Goth Chick News: Mrs. Torrance Goes Back in Front of the Camera

Shelley Duvall, 1970

By now it’s no secret that filming The Shining took a serious toll on Shelley Duvall. Calling this my number one favorite horror movie while acknowledging this fact takes some of the joy out of watching what is an incredible performance on Duvall’s part. Her vulnerability and frailness alongside her emotional bully of a husband, played by Jack Nicolson, is a big part of what Stephen King hated about director Stanley Kubrick’s interpretation of King’s work. If you’ve ever read the novel The Shining, then you know Duvall’s character Wendy as a much different person. But it is the performance Kubrick wrenched out of Duvall that really makes the film. She personifies the horrors happening around her, which are etched on her face in nearly every scene.

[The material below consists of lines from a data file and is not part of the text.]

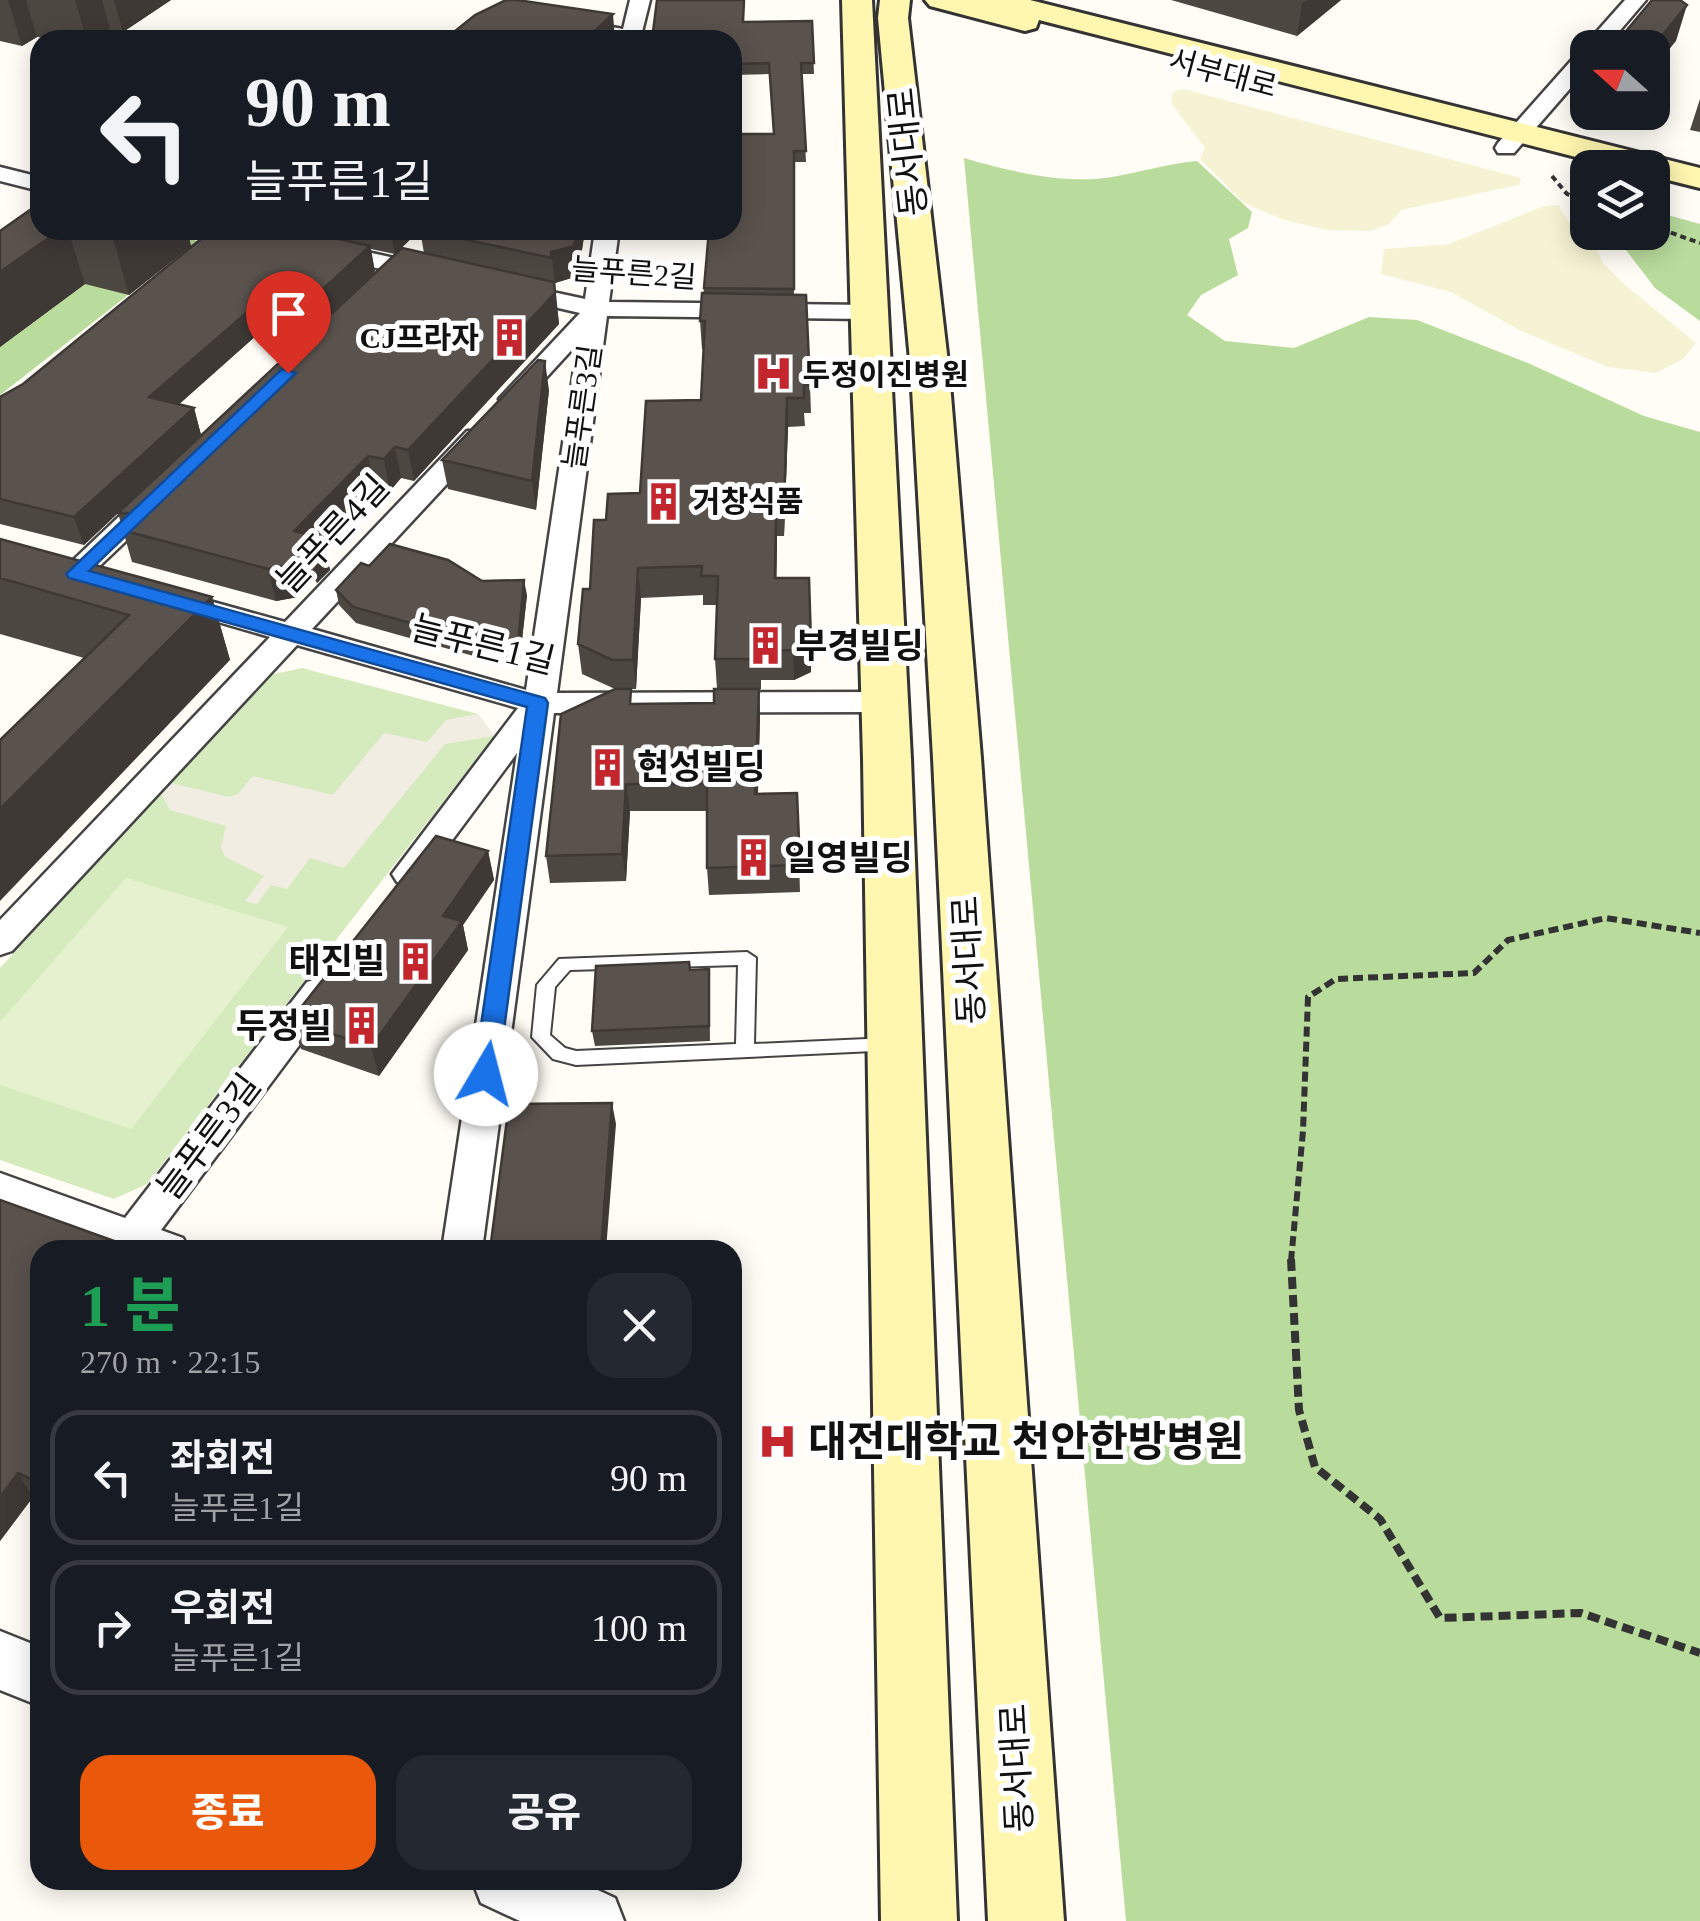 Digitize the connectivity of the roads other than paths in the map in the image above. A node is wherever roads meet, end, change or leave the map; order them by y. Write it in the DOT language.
graph roads {
  1 [pos="640,0"];
  2 [pos="857,0"];
  3 [pos="995,0"];
  4 [pos="1636,0"];
  5 [pos="544,20"];
  6 [pos="921,26"];
  7 [pos="592,30"];
  8 [pos="633,30"];
  9 [pos="1610,30"];
  10 [pos="1570,75"];
  11 [pos="1512,140"];
  12 [pos="1570,162"];
  13 [pos="0,174"];
  14 [pos="1700,178"];
  15 [pos="30,182"];
  16 [pos="1670,190"];
  17 [pos="1700,198"];
  18 [pos="258,240"];
  19 [pos="605,240"];
  20 [pos="426,242"];
  21 [pos="400,267"];
  22 [pos="454,278"];
  23 [pos="489,286"];
  24 [pos="372,293"];
  25 [pos="597,308"];
  26 [pos="868,312"];
  27 [pos="176,478"];
  28 [pos="42,564"];
  29 [pos="76,574"];
  30 [pos="292,632"];
  31 [pos="883,702"];
  32 [pos="538,703"];
  33 [pos="383,908"];
  34 [pos="0,942"];
  35 [pos="336,970"];
  36 [pos="894,1044"];
  37 [pos="745,1049"];
  38 [pos="0,1188"];
  39 [pos="143,1240"];
  40 [pos="153,1240"];
  41 [pos="463,1240"];
  42 [pos="0,1660"];
  43 [pos="30,1673"];
  44 [pos="525,1890"];
  45 [pos="592,1921"];
  46 [pos="919,1921"];
  47 [pos="1026,1921"];
  1 -- 8 [label="street"];
  2 -- 26 [label="main road, 동서대로"];
  3 -- 11 [label="main road, 서부대로"];
  4 -- 9 [label="street"];
  5 -- 7 [label="street"];
  6 -- 11 [label="main road, 서부대로"];
  6 -- 47 [label="main road, 동서대로"];
  10 -- 11 [label="street"];
  11 -- 12 [label="main road, 서부대로"];
  11 -- 14 [label="main road, 서부대로"];
  13 -- 15 [label="street"];
  16 -- 17 [label="main road"];
  18 -- 21 [label="street"];
  19 -- 25 [label="street, 늘푸른3길"];
  20 -- 21 [label="street"];
  21 -- 22 [label="street"];
  21 -- 24 [label="street"];
  23 -- 25 [label="street, 늘푸른2길"];
  25 -- 26 [label="street, 늘푸른2길"];
  25 -- 30 [label="street, 늘푸른4길"];
  25 -- 32 [label="street, 늘푸른3길"];
  26 -- 31 [label="main road, 동서대로"];
  27 -- 29 [label="street"];
  28 -- 29 [label="street, 늘푸른1길"];
  29 -- 30 [label="street, 늘푸른1길"];
  30 -- 32 [label="street, 늘푸른1길"];
  30 -- 34 [label="street, 늘푸른4길"];
  31 -- 32 [label="street, 늘푸른1길"];
  31 -- 36 [label="main road, 동서대로"];
  32 -- 33 [label="street, 늘푸른3길"];
  32 -- 41 [label="street, 늘푸른3길"];
  35 -- 40 [label="street, 늘푸른3길"];
  36 -- 37 [label="lane"];
  36 -- 46 [label="main road, 동서대로"];
  37 -- 37 [label="lane"];
  38 -- 39 [label="street, 늘푸른3길"];
  42 -- 43 [label="street"];
  44 -- 45 [label="street"];
} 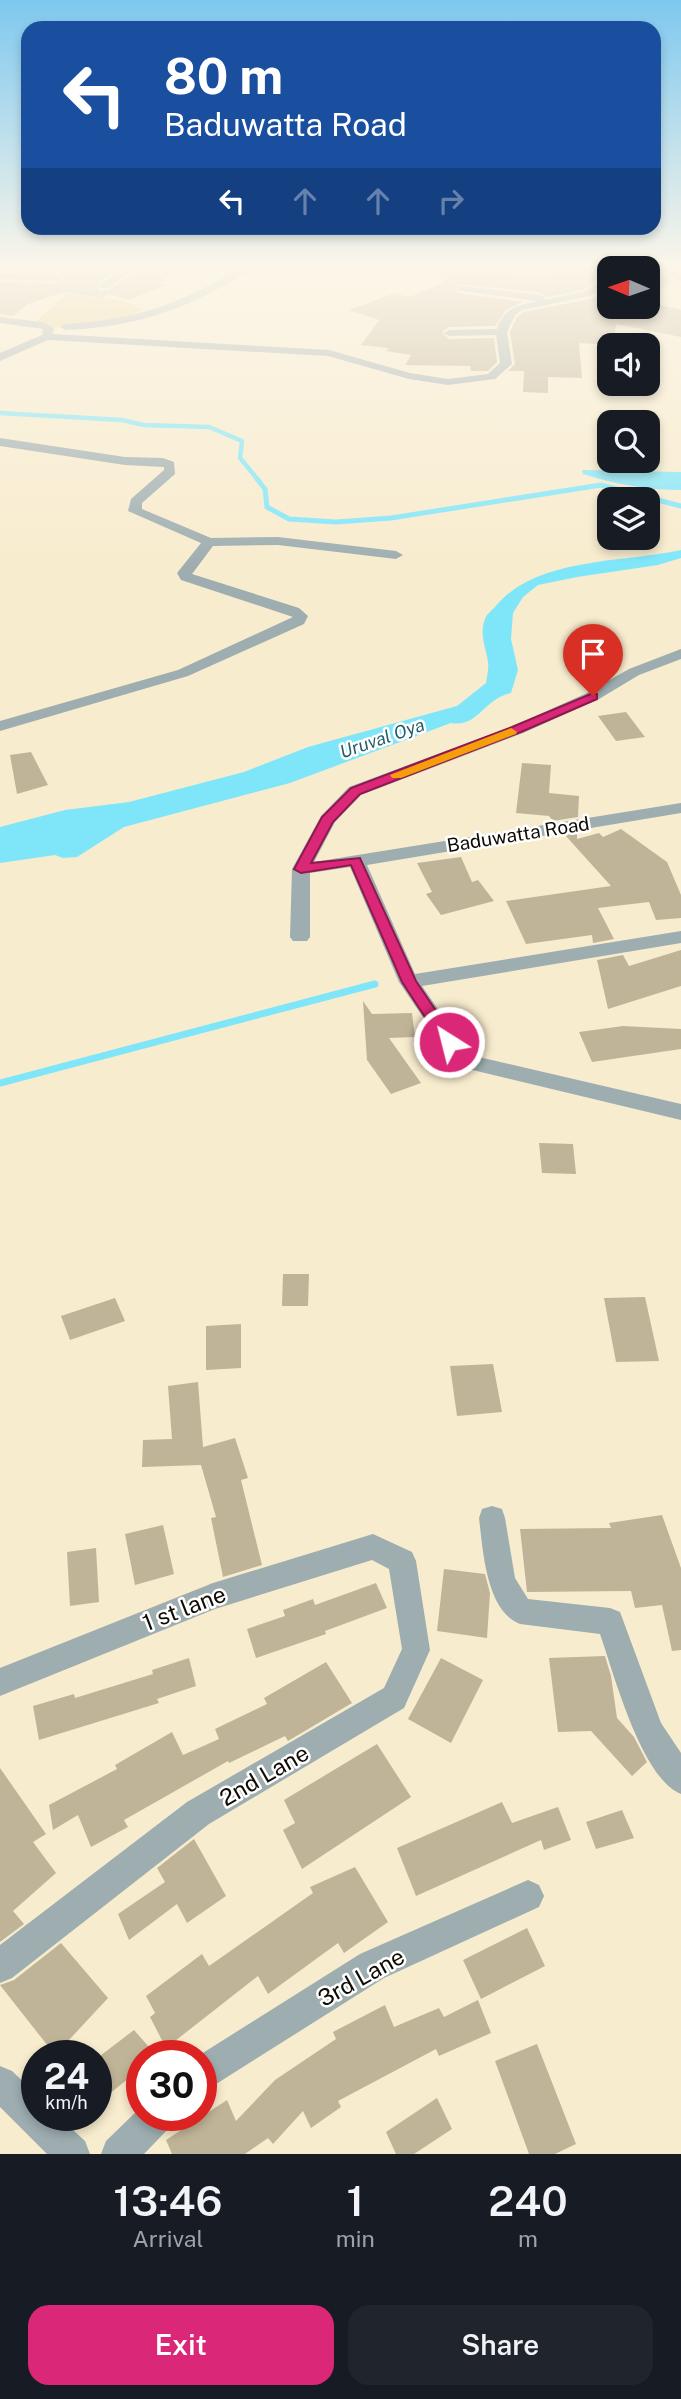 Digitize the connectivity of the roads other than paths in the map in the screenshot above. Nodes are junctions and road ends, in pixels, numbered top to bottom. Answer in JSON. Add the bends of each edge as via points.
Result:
{"nodes":[{"id":1,"x":380,"y":368,"type":"edge"},
{"id":2,"x":502,"y":368,"type":"edge"},
{"id":3,"x":0,"y":442,"type":"edge"},
{"id":4,"x":209,"y":542,"type":"junction"},
{"id":5,"x":396,"y":555,"type":"dead end"},
{"id":6,"x":681,"y":654,"type":"edge"},
{"id":7,"x":0,"y":726,"type":"edge"},
{"id":8,"x":681,"y":808,"type":"edge"},
{"id":9,"x":356,"y":861,"type":"junction"},
{"id":10,"x":301,"y":869,"type":"junction"},
{"id":11,"x":300,"y":937,"type":"dead end"},
{"id":12,"x":681,"y":937,"type":"edge"},
{"id":13,"x":409,"y":982,"type":"junction"},
{"id":14,"x":681,"y":1112,"type":"edge"},
{"id":15,"x":492,"y":1518,"type":"dead end"},
{"id":16,"x":373,"y":1547,"type":"joint"},
{"id":17,"x":0,"y":1682,"type":"edge"},
{"id":18,"x":681,"y":1779,"type":"edge"},
{"id":19,"x":528,"y":1896,"type":"dead end"},
{"id":20,"x":0,"y":1966,"type":"edge"},
{"id":21,"x":217,"y":2064,"type":"edge"},
{"id":22,"x":0,"y":2083,"type":"edge"},
{"id":23,"x":142,"y":2131,"type":"edge"},
{"id":24,"x":72,"y":2154,"type":"edge"},
{"id":25,"x":119,"y":2154,"type":"edge"}],
"edges":[{"from":1,"to":2,"type":"street","via":[[448,382],[491,377]]},
{"from":3,"to":4,"type":"street","via":[[170,465],[170,471],[136,502],[135,510]]},
{"from":4,"to":5,"type":"street","via":[[278,541]]},
{"from":4,"to":7,"type":"street","via":[[184,573],[186,577],[294,611],[301,616],[299,621],[183,673]]},
{"from":6,"to":10,"type":"street","via":[[634,671],[593,696],[517,730],[355,791],[327,820]]},
{"from":8,"to":9,"type":"street","name":"Baduwatta Road"},
{"from":9,"to":10,"type":"street","name":"Baduwatta Road"},
{"from":9,"to":13,"type":"street"},
{"from":10,"to":11,"type":"street"},
{"from":12,"to":13,"type":"street"},
{"from":13,"to":14,"type":"street","via":[[463,1061]]},
{"from":15,"to":18,"type":"street","via":[[502,1582],[520,1611],[610,1622],[649,1732]]},
{"from":16,"to":17,"type":"street","name":"1 st lane","via":[[213,1596]]},
{"from":16,"to":20,"type":"street","name":"2nd Lane","via":[[402,1561],[416,1650],[394,1698],[198,1813]]},
{"from":19,"to":21,"type":"street","name":"3rd Lane","via":[[372,1966]]},
{"from":22,"to":24,"type":"street"},
{"from":23,"to":25,"type":"street"}]} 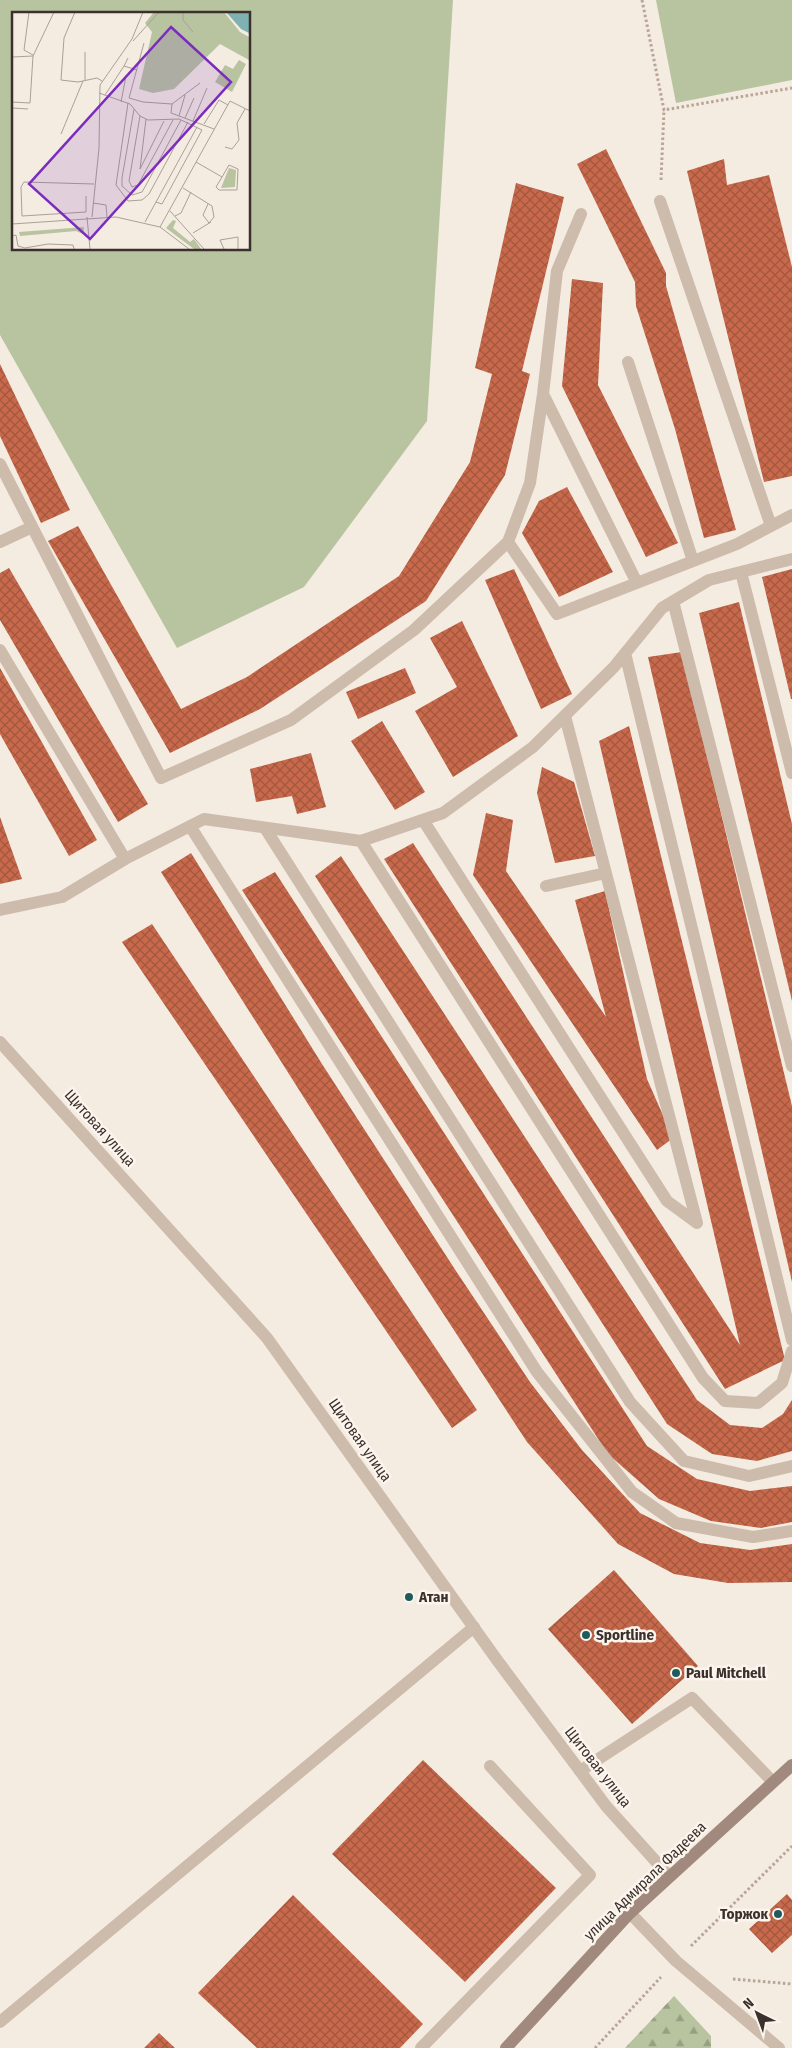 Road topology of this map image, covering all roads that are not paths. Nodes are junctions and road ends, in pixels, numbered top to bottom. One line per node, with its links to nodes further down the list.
1 (660, 201): 7 (street)
2 (581, 214): 4 (street)
3 (628, 362): 12 (street)
4 (543, 394): 10 (street); 14 (street)
5 (0, 464): 8 (street)
6 (792, 515): 7 (street)
7 (771, 526): 12 (street)
8 (32, 527): 9 (street); 10 (street)
9 (0, 542)
10 (508, 542): 14 (street)
11 (792, 560): 13 (street)
12 (693, 561): 14 (street)
13 (741, 572): 15 (street); 19 (street)
14 (637, 583)
15 (673, 601): 17 (street); 29 (street)
16 (0, 650): 24 (street)
17 (625, 653): 18 (street); 30 (street)
18 (565, 716): 20 (street); 25 (street)
19 (792, 773)
20 (423, 820): 23 (street); 25 (street)
21 (190, 826): 22 (street); 24 (street); 33 (street)
22 (265, 828): 23 (street); 32 (street)
23 (361, 841): 31 (street)
24 (125, 860): 27 (street)
25 (606, 873): 26 (street)
26 (546, 886)
27 (0, 910)
28 (0, 1042): 34 (street, Щитовая улица)
29 (792, 1066)
30 (792, 1340)
31 (792, 1351)
32 (792, 1466)
33 (792, 1530)
34 (474, 1627): 37 (street, Щитовая улица); 41 (street)
35 (792, 1765): 38 (main road, улица Адмирала Фадеева)
36 (490, 1766): 42 (street)
37 (580, 1771): 38 (street); 39 (street, Щитовая улица)
38 (773, 1782): 39 (main road, улица Адмирала Фадеева)
39 (670, 1876): 40 (main road, улица Адмирала Фадеева)
40 (630, 1913): 43 (main road, улица Адмирала Фадеева); 44 (street)
41 (0, 2022)
42 (421, 2048)
43 (506, 2048)
44 (779, 2048)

And before you say that perhaps Duvall was already mentally fragile when she went to work on the film, and Kubrick’s isolating, task-master tactics was him just being a brilliant director, I invite you to watch the documentary filmed by Kubrick’s daughter. Vivian Kubrick was 17 when she filmed and directed The Making of the Shining for the BBC, alongside the actual filming of the movie. The short film eventually appeared on DVD editions of The Shining. But it wasn’t until 30 years after its making, and a lot more enlightenment about mental health issues, that the documentary generated articles and conversation about the mistreatment of Duvall by Kubrick which was evident throughout.

I found The Making of the Shining in its entirety on YouTube if you want to see for yourself…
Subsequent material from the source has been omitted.